Entries taken from a collection
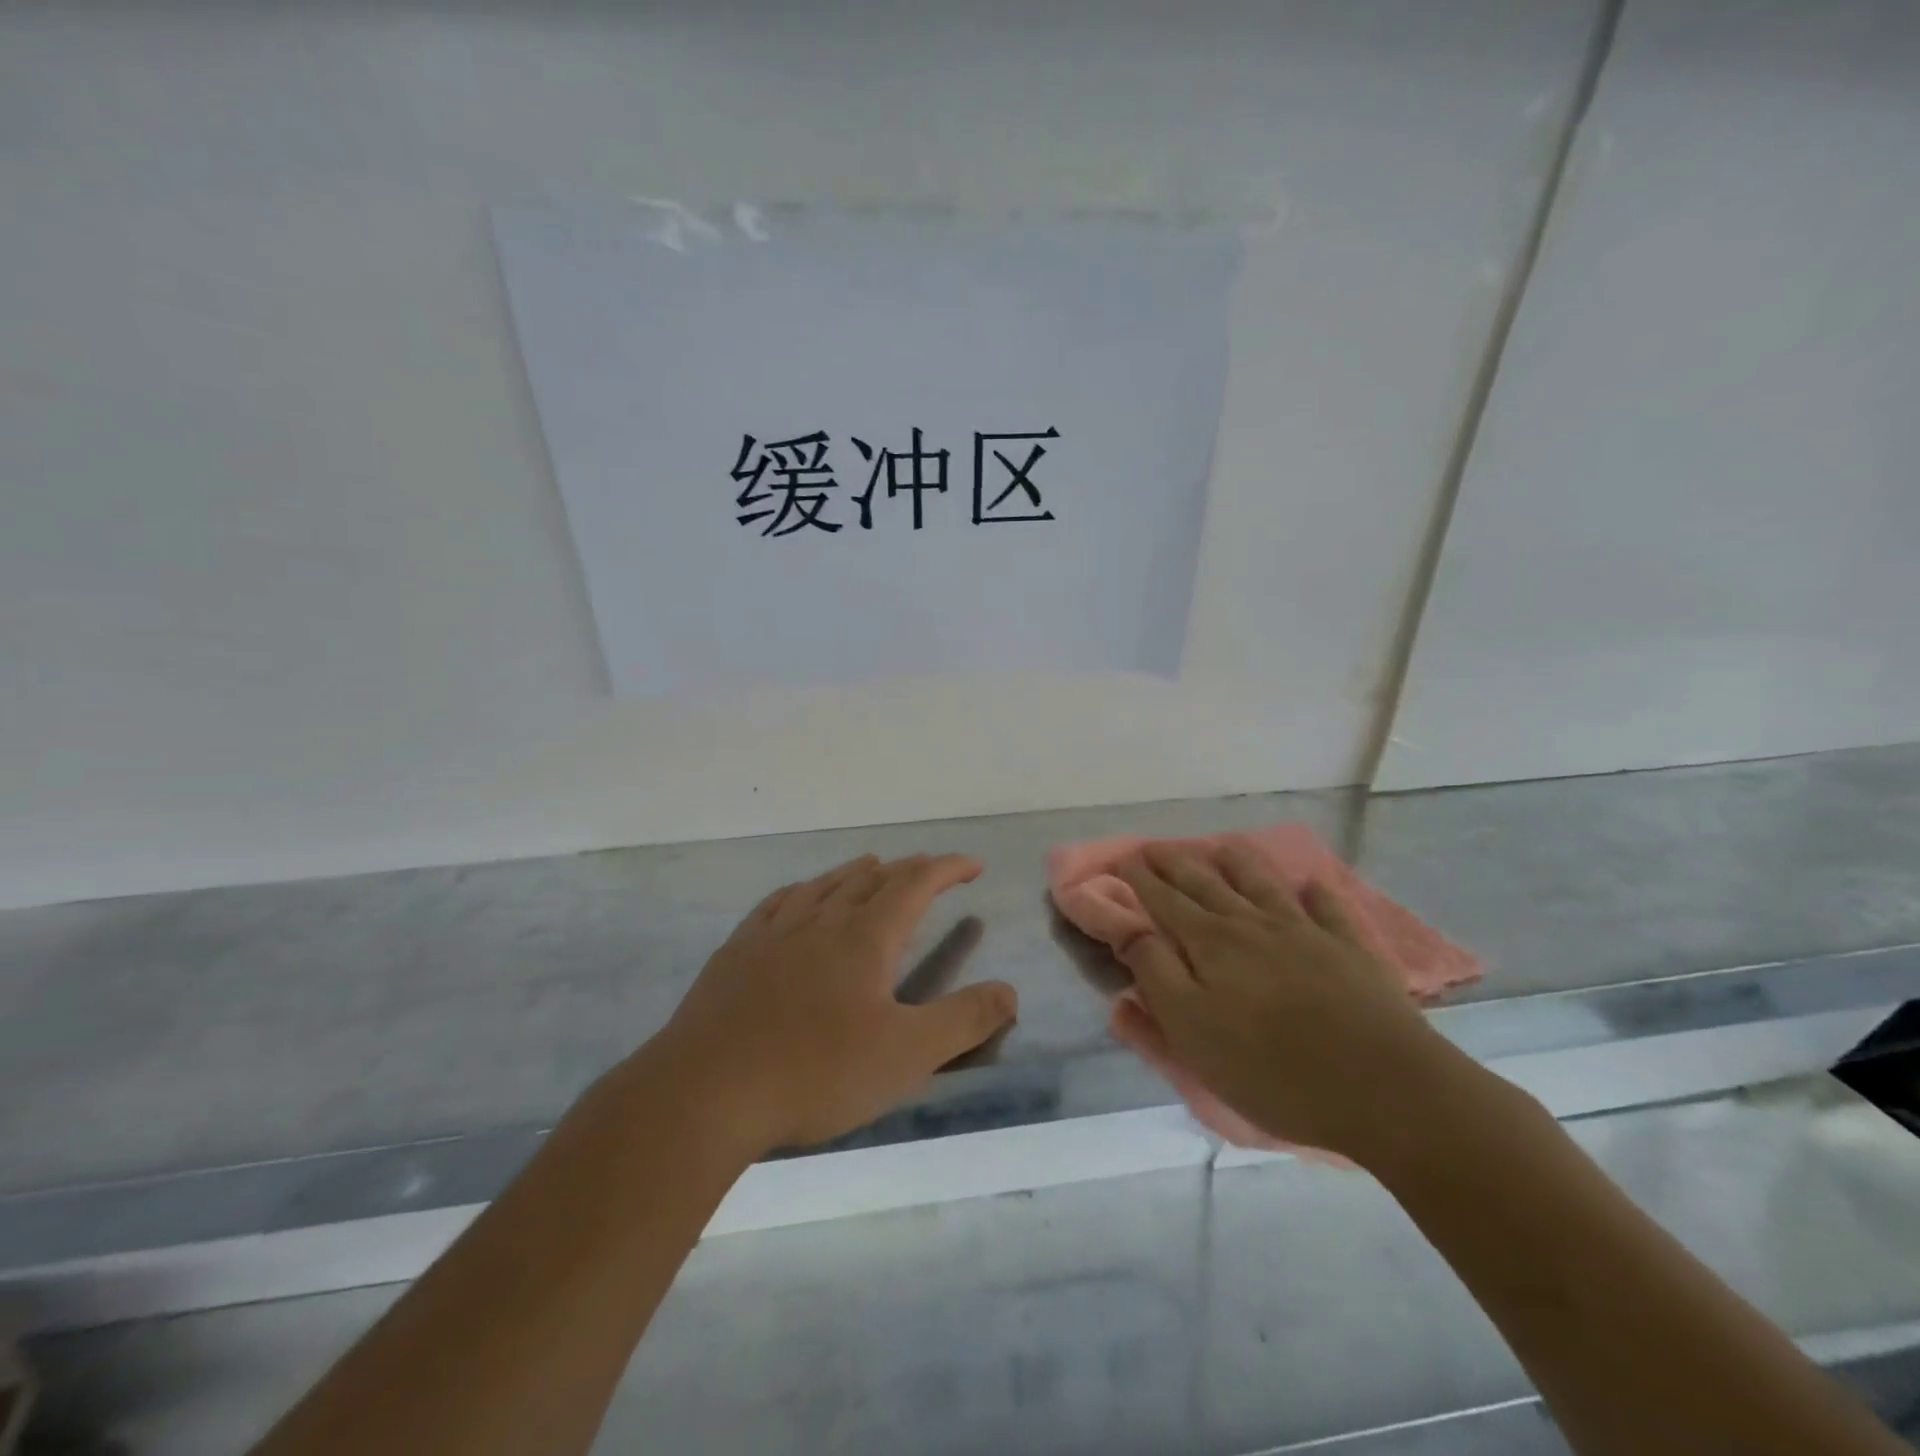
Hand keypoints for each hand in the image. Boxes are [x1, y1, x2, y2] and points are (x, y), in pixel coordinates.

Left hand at [650, 854, 1017, 1155]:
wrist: (706, 1091)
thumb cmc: (815, 1072)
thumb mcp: (905, 1055)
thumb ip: (963, 1021)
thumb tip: (1009, 990)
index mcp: (865, 937)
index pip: (915, 884)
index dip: (947, 868)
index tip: (971, 865)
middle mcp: (822, 920)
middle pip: (871, 879)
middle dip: (907, 870)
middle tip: (928, 870)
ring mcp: (774, 932)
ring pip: (824, 885)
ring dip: (856, 872)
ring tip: (873, 866)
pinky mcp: (737, 951)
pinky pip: (777, 903)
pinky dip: (802, 891)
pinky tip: (798, 896)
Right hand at [1115, 843, 1471, 1162]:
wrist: (1383, 1088)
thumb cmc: (1270, 1068)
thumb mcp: (1190, 1030)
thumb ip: (1154, 973)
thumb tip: (1129, 929)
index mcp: (1210, 944)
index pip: (1165, 901)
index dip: (1141, 880)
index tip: (1124, 859)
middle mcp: (1252, 925)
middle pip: (1206, 884)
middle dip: (1176, 864)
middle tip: (1155, 847)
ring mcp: (1305, 932)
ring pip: (1261, 884)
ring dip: (1237, 862)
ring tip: (1222, 845)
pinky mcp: (1349, 951)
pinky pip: (1328, 909)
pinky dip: (1316, 894)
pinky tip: (1310, 885)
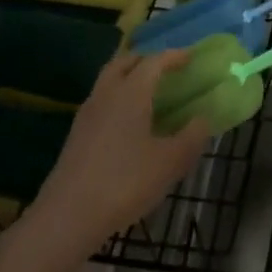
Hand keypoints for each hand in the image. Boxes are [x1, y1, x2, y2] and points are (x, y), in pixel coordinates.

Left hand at [24, 50, 210, 255]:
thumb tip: (203, 119)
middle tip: (166, 70)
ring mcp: (87, 114)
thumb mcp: (170, 162)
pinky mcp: (77, 134)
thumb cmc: (125, 182)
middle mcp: (106, 94)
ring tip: (150, 95)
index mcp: (131, 92)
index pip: (154, 62)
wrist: (69, 215)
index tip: (191, 56)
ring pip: (109, 81)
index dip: (174, 56)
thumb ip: (192, 137)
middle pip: (124, 63)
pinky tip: (130, 124)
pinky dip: (118, 99)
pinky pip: (102, 102)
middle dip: (146, 60)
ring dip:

What the task requires: What you return should consist solely of the lines from the one containing "thumb mcp: (170, 162)" through the end of the entries above, reproduced exactly.

Response to the task:
thumb mcp: (170, 162)
pinky mcp: (77, 134)
thumb cmc: (125, 182)
middle mcp: (106, 94)
ring tip: (150, 95)
index mcp: (131, 92)
index pip: (154, 62)
wrist: (69, 215)
index tip: (191, 56)
ring pip: (109, 81)
index dip: (174, 56)
thumb ip: (192, 137)
middle pip: (124, 63)
pinky tip: (130, 124)
pinky dip: (118, 99)
pinky pip: (102, 102)
middle dip: (146, 60)
ring dip:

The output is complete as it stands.